[Material for the task]
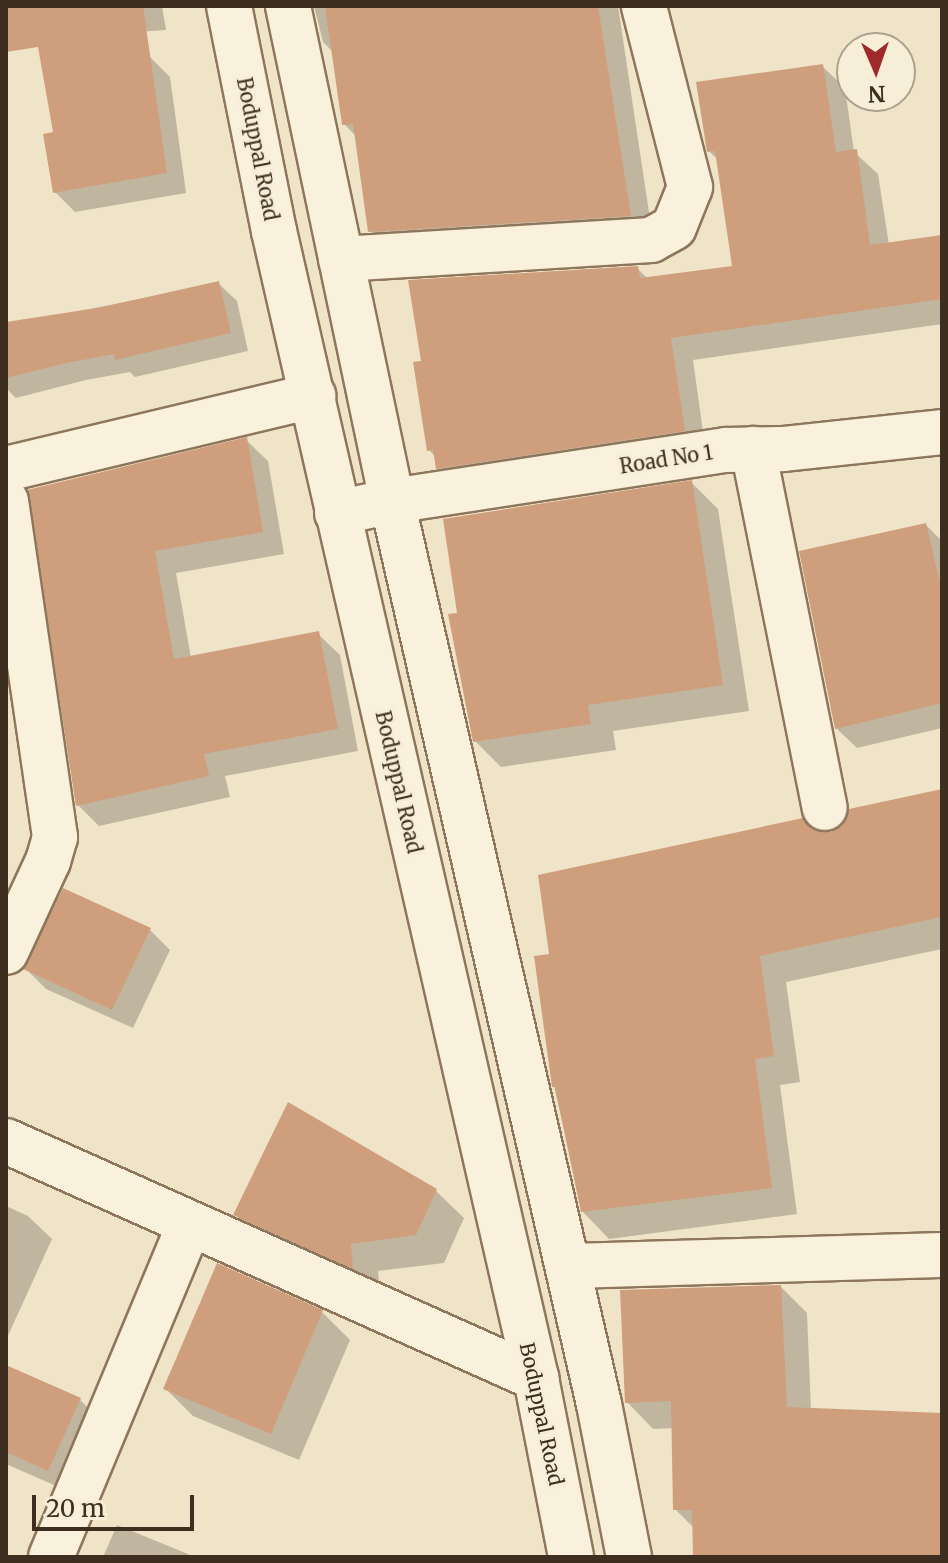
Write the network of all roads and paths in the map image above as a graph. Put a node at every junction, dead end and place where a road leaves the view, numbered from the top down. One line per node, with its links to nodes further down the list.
1 (229, 6): 5 (street, Boduppal Road)
2 (288, 6): 4 (street)
3 (644, 6): 4 (street)
4 (341, 259): 10 (street)
5 (313, 396): 8 (street); 11 (street, Boduppal Road)
6 (942, 432): 7 (street, Road No 1)
7 (753, 449): 10 (street, Road No 1); 12 (street)
8 (6, 469)
9 (6, 501): 13 (street)
10 (392, 501): 11 (street, Road No 1); 17 (street)
11 (337, 513): 18 (street, Boduppal Road)
12 (825, 808)
13 (6, 952)
14 (6, 1141): 15 (street)
15 (189, 1225): 18 (street); 19 (street)
16 (942, 1255): 17 (street)
17 (569, 1266): 21 (street)
18 (536, 1378): 20 (street, Boduppal Road)
19 (51, 1557)
20 (571, 1557)
21 (629, 1557)

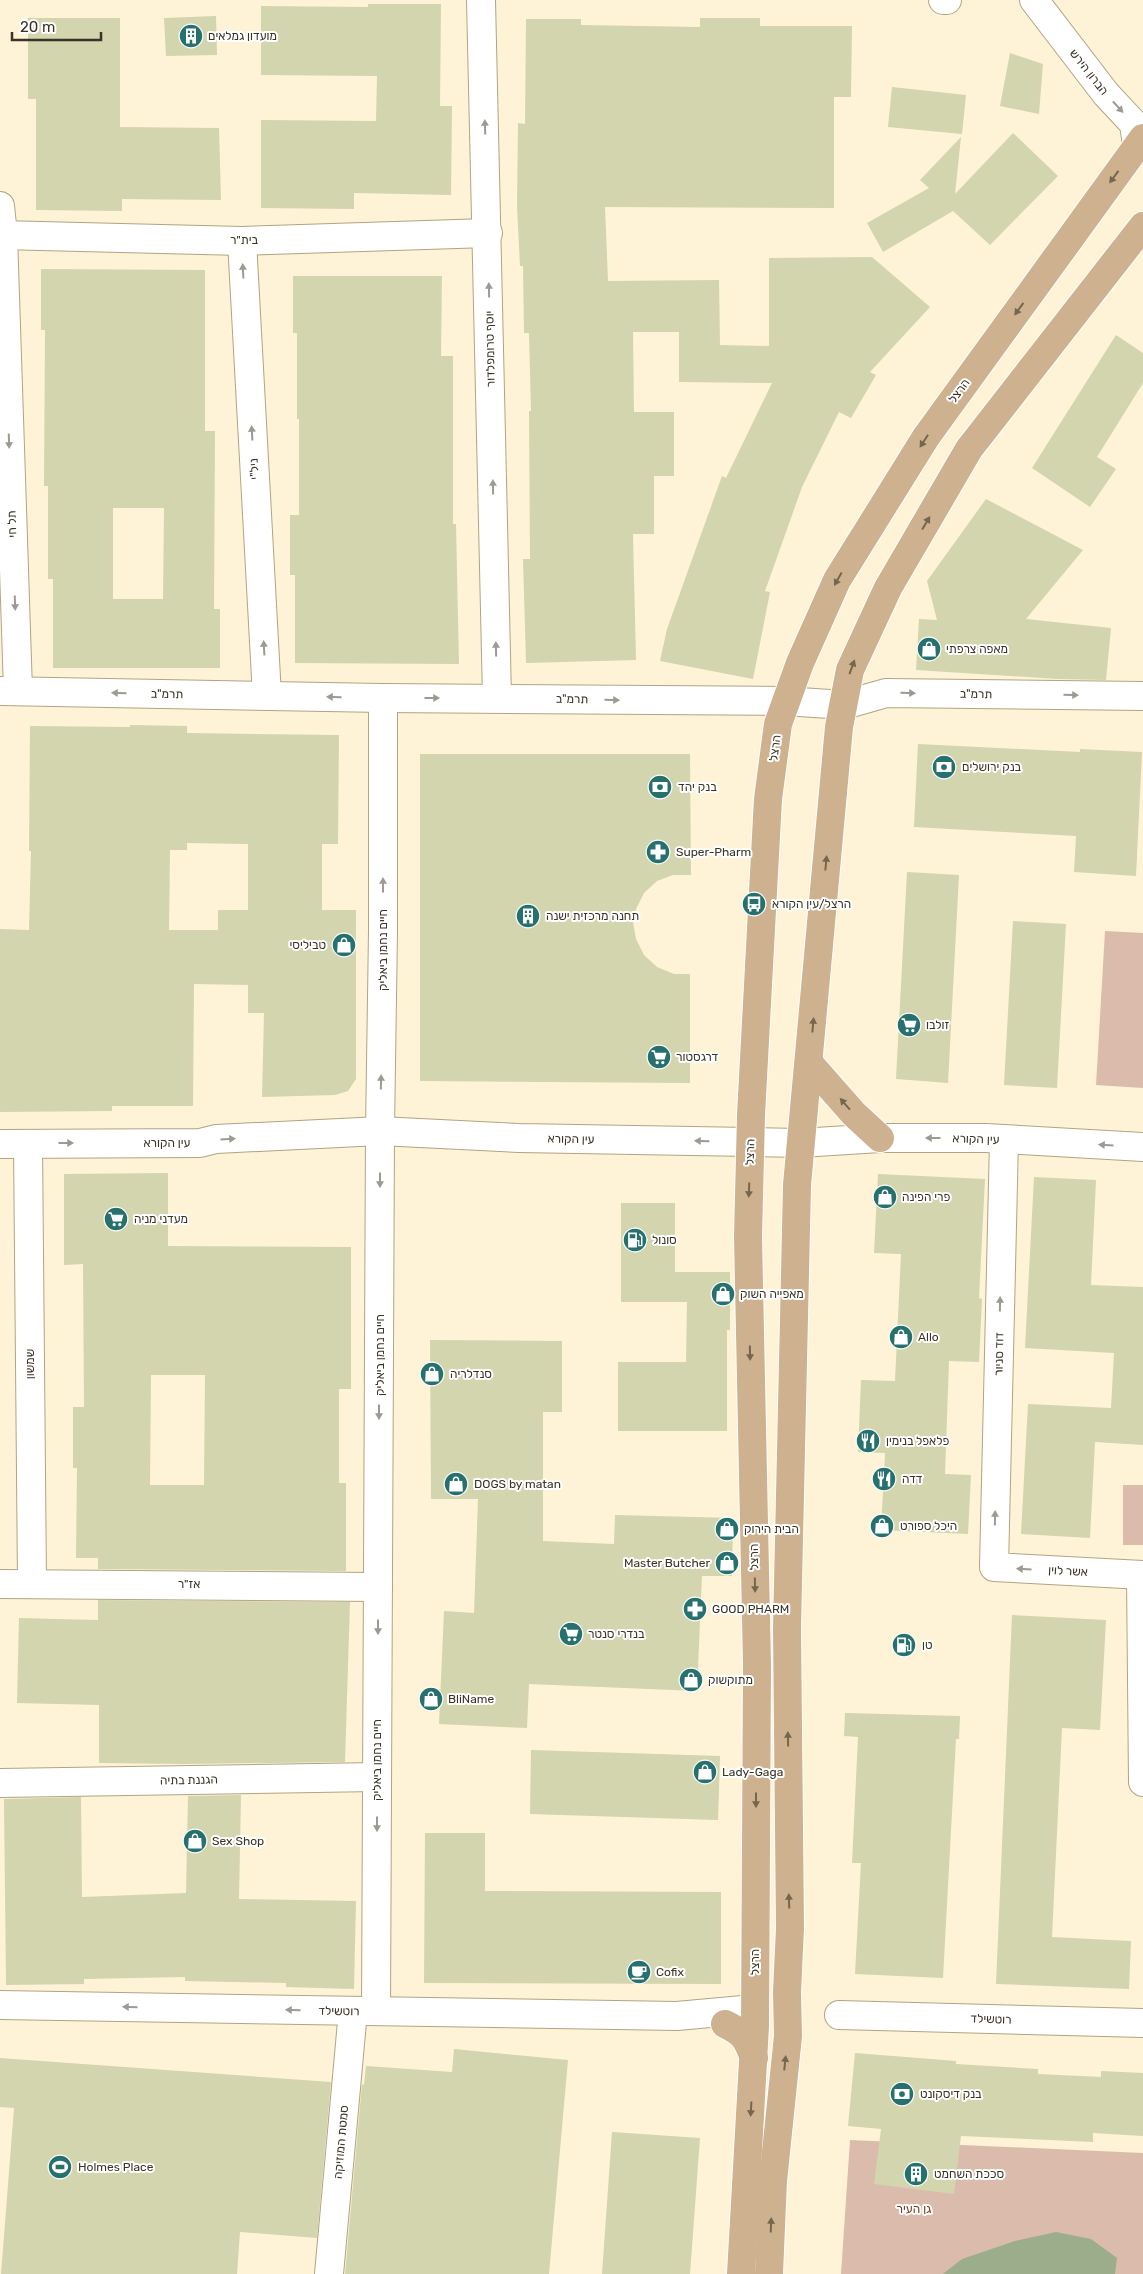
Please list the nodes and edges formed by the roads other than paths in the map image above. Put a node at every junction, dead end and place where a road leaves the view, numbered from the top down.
1 (482, 0) edge
2 (943, 0) edge
3 (947, 0) edge
4 (1034, 0) edge
5 (1140, 142) edge
6 (0, 206) edge
7 (1143, 226) edge
8 (488, 233) junction
9 (1, 235) edge
10 (242, 241) junction
11 (9, 691) edge
12 (267, 696) junction
13 (1143, 696) edge
14 (383, 698) junction
15 (496, 698) junction
16 (785, 701) junction
17 (844, 705) junction
18 (810, 1063) junction
19 (380, 1131) junction
20 (880, 1138) junction
21 (1004, 1140) junction
22 (750, 1142) junction
23 (800, 1143) junction
24 (0, 1144) edge
25 (28, 1144) junction
26 (1143, 1147) edge
27 (994, 1567) joint
28 (1142, 1575) edge
29 (0, 1584) edge
30 (32, 1584) junction
31 (378, 1587) junction
32 (377, 1777) junction
33 (1143, 1782) edge
34 (0, 1783) edge
35 (0, 2004) edge
36 (364, 2011) junction
37 (839, 2014) dead end
38 (677, 2016) junction
39 (755, 2017) junction
40 (787, 2019) junction
41 (1143, 2023) edge
42 (725, 2024) junction
43 (754, 2058) junction
44 (329, 2274) edge
45 (741, 2274) edge
46 (769, 2274) edge

8 -> 1 street, יוסף טרומפלדור
2 - 3 street
4 -> 5 street, הברון הירש
5 -> 16 main road, הרצל
6 - 9 street, תל חי
17 -> 7 main road
8 - 10 street, בית"ר
15 -> 8 street, יוסף טרומפלדור
9 - 10 street, בית"ר
9 -> 11 street, תל חי
12 -> 10 street, ניל"י
12 -> 11 street, תרמ"ב
14 -> 12 street, תרמ"ב
17 -> 13 street, תרמ"ב
14 -> 15 street, תרמ"ב
19 -> 14 street, חיים נחמן ביאליק
15 -> 16 street, תרמ"ב
16 - 17 street, תרמ"ב
16 - 22 main road, הרצל
18 -> 17 main road
20 -> 18 main road
18 - 23 main road
22 -> 19 street, עין הקורא
25 -> 19 street, עין הקורא
19 -> 31 street, חיים נחמן ביאליק
21 -> 20 street, עין הקורא
20 - 23 street, עין הקורא
26 -> 21 street, עין הקורא
27 -> 21 street, דוד סניור
22 - 23 street, עין הקורא
22 -> 39 main road, הרצל
40 -> 23 main road
24 - 25 street, עין הקורא
25 - 30 street, שמשון
28 -> 27 street, אשר לוין
28 - 33 street
29 - 30 street, אז"ר
30 - 31 street, אז"ר
31 -> 32 street, חיים נחמן ביאליק
32 - 34 street, הגננת בתיה
32 -> 36 street, חיים נחמן ביאליק
36 -> 35 street, רוטשילד
36 - 38 street, רוטשילד
36 - 44 street, סמטת המוזיקה
37 - 41 street, רוטשילד
38 - 39 street, רוטשילד
38 - 42 street, רוטשילד
39 - 40 street, רוטשילד
39 - 42 street, רוטשילד
39 - 43 main road, הרצל
46 -> 40 main road
42 - 43 main road
43 -> 45 main road, הרצל

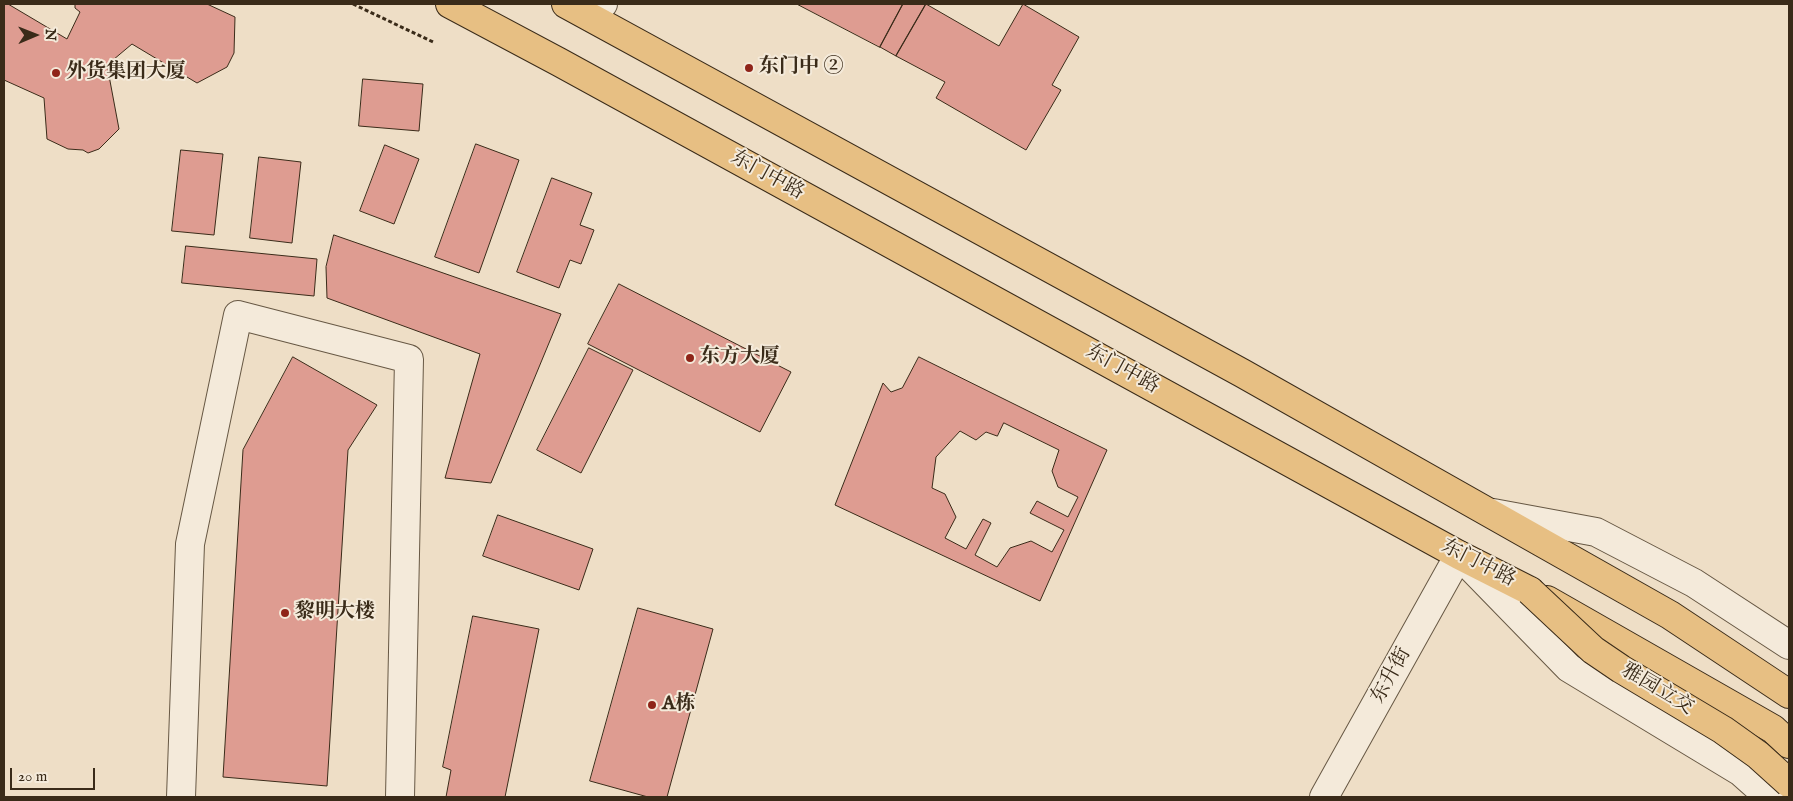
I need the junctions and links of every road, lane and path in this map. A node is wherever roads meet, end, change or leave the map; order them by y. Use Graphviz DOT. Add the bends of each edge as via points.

[Task statement] Every record above should be transcribed exactly; the pictures stay out of the copy.

[Written solution]
Write the network of all roads and paths in the map image above as a graph. Put a node at every junction, dead end and place where a road leaves the view, numbered from the top down. One line per node, with its links to nodes further down the list.
1 (229, 6): 5 (street, Boduppal Road)
2 (288, 6): 4 (street)
3 (644, 6): 4 (street)
4 (341, 259): 10 (street)
5 (313, 396): 8 (street); 11 (street, Boduppal Road)
6 (942, 432): 7 (street, Road No 1)
7 (753, 449): 10 (street, Road No 1); 12 (street)
8 (6, 469)
9 (6, 501): 13 (street)
10 (392, 501): 11 (street, Road No 1); 17 (street)
11 (337, 513): 18 (street, Boduppal Road)
12 (825, 808)
13 (6, 952)
14 (6, 1141): 15 (street)
15 (189, 1225): 18 (street); 19 (street)
16 (942, 1255): 17 (street)
17 (569, 1266): 21 (street)
18 (536, 1378): 20 (street, Boduppal Road)
19 (51, 1557)
20 (571, 1557)
21 (629, 1557)

Please list the nodes and edges formed by the roads other than paths in the map image above. Put a node at every junction, dead end and place where a road leaves the view, numbered from the top down.
1 (482, 0) edge
2 (943, 0) edge
3 (947, 0) edge
4 (1034, 0) edge
5 (1140, 142) edge
6 (0, 206) edge
7 (1143, 226) edge
8 (488, 233) junction
9 (1, 235) edge
10 (242, 241) junction
11 (9, 691) edge
12 (267, 696) junction
13 (1143, 696) edge
14 (383, 698) junction
15 (496, 698) junction
16 (785, 701) junction
17 (844, 705) junction
18 (810, 1063) junction
19 (380, 1131) junction
20 (880, 1138) junction
21 (1004, 1140) junction
22 (750, 1142) junction
23 (800, 1143) junction
24 (0, 1144) edge
25 (28, 1144) junction
26 (1143, 1147) edge
27 (994, 1567) joint
28 (1142, 1575) edge
29 (0, 1584) edge
30 (32, 1584) junction
31 (378, 1587) junction
32 (377, 1777) junction
33 (1143, 1782) edge
34 (0, 1783) edge
35 (0, 2004) edge
36 (364, 2011) junction
37 (839, 2014) dead end
38 (677, 2016) junction
39 (755, 2017) junction
40 (787, 2019) junction
41 (1143, 2023) edge
42 (725, 2024) junction
43 (754, 2058) junction
44 (329, 2274) edge
45 (741, 2274) edge
46 (769, 2274) edge

8 -> 1 street, יוסף טרומפלדור
2 - 3 street
4 -> 5 street, הברון הירש
5 -> 16 main road, הרצל
6 - 9 street, תל חי
17 -> 7 main road
8 - 10 street, בית"ר
15 -> 8 street, יוסף טרומפלדור
9 - 10 street, בית"ר
9 -> 11 street, תל חי
12 -> 10 street, ניל"י
12 -> 11 street, תרמ"ב
14 -> 12 street, תרמ"ב
17 -> 13 street, תרמ"ב
14 -> 15 street, תרמ"ב
19 -> 14 street, חיים נחמן ביאליק
15 -> 16 street, תרמ"ב
16 - 17 street, תרמ"ב
16 - 22 main road, הרצל
18 -> 17 main road
20 -> 18 main road
18 - 23 main road
22 -> 19 street, עין הקורא
25 -> 19 street, עין הקורא
19 -> 31 street, חיים נחמן ביאליק
21 -> 20 street, עין הקורא
20 - 23 street, עין הקורא
26 -> 21 street, עין הקורא
27 -> 21 street, דוד סניור
22 - 23 street, עין הקורא
22 -> 39 main road, הרצל
40 -> 23 main road
24 - 25 street, עין הקורא
25 - 30 street, שמשון
28 -> 27 street, אשר לוין
28 - 33 street
29 - 30 street, אז"ר
30 - 31 street, אז"ר
31 -> 32 street, חיים נחמן ביאליק
32 - 34 street, הגננת בתיה
32 -> 36 street, חיים נחמן ביאליק
36 -> 35 street, רוטשילד
36 - 38 street, רוטשילד
36 - 44 street, סמטת המוזיקה
37 - 41 street, רוטשילד
38 - 39 street, רוטשילד
38 - 42 street, רוטשילד
39 - 40 street, רוטשילד
39 - 42 street, רוטשילד
39 - 43 main road, הרצל
46 -> 40 main road
42 - 43 main road
43 -> 45 main road, הרצל

I need the junctions and links of every road, lane and path in this map. A node is wherever roads meet, end, change or leave the map; order them by y. Use Graphviz DOT. Add the bends of each edge as via points.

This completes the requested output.